Description of the task:
Scan the data below. Pull out each line where "dead" occurs.

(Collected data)
Start of Block

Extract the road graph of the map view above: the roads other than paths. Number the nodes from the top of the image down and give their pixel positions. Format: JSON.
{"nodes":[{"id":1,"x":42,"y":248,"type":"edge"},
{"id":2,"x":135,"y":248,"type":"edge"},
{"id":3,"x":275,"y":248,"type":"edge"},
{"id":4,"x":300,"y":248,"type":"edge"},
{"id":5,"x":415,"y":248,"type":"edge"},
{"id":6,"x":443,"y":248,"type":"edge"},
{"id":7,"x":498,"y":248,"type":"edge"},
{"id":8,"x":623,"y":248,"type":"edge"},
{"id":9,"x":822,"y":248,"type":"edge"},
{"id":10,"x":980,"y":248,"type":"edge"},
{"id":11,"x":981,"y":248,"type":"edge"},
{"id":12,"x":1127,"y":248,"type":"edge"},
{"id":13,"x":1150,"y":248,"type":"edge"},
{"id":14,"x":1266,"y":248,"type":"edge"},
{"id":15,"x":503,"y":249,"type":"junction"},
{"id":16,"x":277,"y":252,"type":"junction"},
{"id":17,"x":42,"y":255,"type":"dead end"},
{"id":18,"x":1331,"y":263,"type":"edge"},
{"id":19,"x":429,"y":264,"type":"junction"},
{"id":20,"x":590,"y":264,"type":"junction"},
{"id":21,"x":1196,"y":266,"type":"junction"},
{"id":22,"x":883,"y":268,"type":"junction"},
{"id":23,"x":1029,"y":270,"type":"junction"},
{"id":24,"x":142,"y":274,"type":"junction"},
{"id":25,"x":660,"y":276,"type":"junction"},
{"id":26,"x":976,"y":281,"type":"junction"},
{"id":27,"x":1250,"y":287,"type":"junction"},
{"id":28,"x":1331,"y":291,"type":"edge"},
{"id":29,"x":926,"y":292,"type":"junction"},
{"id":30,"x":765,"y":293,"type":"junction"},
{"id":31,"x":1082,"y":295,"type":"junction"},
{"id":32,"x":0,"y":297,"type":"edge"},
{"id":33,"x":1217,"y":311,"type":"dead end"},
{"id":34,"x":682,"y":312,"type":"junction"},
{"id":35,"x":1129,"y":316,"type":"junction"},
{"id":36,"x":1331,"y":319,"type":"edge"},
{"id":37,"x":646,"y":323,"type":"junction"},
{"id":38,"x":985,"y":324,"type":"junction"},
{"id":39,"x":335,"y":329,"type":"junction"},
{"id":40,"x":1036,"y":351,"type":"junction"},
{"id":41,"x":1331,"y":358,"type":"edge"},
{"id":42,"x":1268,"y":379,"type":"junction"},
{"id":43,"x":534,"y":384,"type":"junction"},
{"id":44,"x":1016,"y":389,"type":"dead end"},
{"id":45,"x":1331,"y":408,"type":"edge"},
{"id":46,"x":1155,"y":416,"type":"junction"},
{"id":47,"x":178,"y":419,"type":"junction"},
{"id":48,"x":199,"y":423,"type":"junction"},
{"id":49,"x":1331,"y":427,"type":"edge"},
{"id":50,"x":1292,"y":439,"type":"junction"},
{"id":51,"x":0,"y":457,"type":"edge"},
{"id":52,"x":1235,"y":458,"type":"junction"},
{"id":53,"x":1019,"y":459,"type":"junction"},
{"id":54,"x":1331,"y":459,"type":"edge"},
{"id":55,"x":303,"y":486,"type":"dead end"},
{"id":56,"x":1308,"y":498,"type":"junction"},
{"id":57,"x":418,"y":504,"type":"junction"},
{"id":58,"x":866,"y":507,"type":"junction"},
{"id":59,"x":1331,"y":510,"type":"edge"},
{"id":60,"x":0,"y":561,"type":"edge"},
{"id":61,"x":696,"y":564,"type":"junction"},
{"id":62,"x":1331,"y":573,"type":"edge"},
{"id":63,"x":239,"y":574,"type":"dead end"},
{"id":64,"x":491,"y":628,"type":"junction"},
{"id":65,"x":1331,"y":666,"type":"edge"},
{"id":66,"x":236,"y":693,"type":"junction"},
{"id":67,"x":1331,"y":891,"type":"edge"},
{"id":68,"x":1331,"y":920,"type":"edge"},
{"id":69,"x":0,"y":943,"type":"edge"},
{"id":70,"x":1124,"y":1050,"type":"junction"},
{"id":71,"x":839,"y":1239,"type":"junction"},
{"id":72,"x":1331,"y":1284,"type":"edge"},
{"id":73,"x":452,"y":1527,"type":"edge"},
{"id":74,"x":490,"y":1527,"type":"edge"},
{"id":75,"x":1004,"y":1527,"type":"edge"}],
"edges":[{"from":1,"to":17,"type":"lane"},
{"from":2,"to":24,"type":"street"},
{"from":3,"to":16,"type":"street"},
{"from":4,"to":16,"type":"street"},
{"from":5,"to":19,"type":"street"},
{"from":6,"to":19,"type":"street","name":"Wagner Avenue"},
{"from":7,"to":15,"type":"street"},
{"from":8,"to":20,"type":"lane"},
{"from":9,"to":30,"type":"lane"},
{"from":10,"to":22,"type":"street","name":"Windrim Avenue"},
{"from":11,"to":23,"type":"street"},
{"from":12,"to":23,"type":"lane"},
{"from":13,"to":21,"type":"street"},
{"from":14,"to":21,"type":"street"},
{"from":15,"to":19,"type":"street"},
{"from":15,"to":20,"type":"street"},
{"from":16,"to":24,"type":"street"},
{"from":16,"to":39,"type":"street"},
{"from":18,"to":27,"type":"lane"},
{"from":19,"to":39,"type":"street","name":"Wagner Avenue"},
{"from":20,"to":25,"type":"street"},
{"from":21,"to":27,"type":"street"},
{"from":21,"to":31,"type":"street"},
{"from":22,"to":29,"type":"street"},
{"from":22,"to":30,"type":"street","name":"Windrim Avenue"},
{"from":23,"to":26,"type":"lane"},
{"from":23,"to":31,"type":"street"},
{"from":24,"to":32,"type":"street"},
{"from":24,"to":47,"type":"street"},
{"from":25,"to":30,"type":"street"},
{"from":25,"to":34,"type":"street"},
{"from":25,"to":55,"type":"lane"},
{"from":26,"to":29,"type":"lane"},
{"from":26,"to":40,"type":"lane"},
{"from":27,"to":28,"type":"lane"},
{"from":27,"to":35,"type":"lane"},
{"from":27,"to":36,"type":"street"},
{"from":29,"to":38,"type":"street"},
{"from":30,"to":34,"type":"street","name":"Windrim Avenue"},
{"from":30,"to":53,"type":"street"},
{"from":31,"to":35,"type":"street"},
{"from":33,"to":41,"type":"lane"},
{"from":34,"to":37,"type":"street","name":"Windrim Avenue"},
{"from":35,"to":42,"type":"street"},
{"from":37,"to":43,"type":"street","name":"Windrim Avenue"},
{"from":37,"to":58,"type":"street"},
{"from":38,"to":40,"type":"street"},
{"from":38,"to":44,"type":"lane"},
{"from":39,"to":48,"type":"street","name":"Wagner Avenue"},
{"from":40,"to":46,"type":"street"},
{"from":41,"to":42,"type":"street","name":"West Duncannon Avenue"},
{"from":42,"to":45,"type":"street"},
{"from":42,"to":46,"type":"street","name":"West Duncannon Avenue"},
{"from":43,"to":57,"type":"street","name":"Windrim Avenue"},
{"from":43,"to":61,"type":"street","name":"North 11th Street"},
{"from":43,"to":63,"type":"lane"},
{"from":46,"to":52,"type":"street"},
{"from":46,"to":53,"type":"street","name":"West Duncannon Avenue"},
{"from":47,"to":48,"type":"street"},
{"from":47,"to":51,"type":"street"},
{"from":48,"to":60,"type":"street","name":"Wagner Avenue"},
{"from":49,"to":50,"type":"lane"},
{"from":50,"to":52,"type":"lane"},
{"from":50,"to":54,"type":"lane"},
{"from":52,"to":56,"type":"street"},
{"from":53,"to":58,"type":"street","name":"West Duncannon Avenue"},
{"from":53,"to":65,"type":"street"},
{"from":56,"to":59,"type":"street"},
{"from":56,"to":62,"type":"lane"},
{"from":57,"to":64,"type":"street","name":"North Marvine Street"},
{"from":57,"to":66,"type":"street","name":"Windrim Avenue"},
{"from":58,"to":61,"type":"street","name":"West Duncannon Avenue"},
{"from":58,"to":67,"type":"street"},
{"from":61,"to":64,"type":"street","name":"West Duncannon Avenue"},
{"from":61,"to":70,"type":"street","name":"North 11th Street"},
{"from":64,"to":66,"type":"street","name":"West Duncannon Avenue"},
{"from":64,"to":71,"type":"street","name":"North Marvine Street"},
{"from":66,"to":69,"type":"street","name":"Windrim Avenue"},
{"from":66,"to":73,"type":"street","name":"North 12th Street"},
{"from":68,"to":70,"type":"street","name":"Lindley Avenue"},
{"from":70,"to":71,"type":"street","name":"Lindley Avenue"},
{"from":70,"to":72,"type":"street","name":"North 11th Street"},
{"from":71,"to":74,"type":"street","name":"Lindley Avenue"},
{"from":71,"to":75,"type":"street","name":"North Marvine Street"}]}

End of Block

Exercise response:
{"id":17,"x":42,"y":255,"type":"dead end"},
{"id":33,"x":1217,"y":311,"type":"dead end"},
{"id":44,"x":1016,"y":389,"type":"dead end"},
{"id":55,"x":303,"y":486,"type":"dead end"},
{"id":63,"x":239,"y":574,"type":"dead end"},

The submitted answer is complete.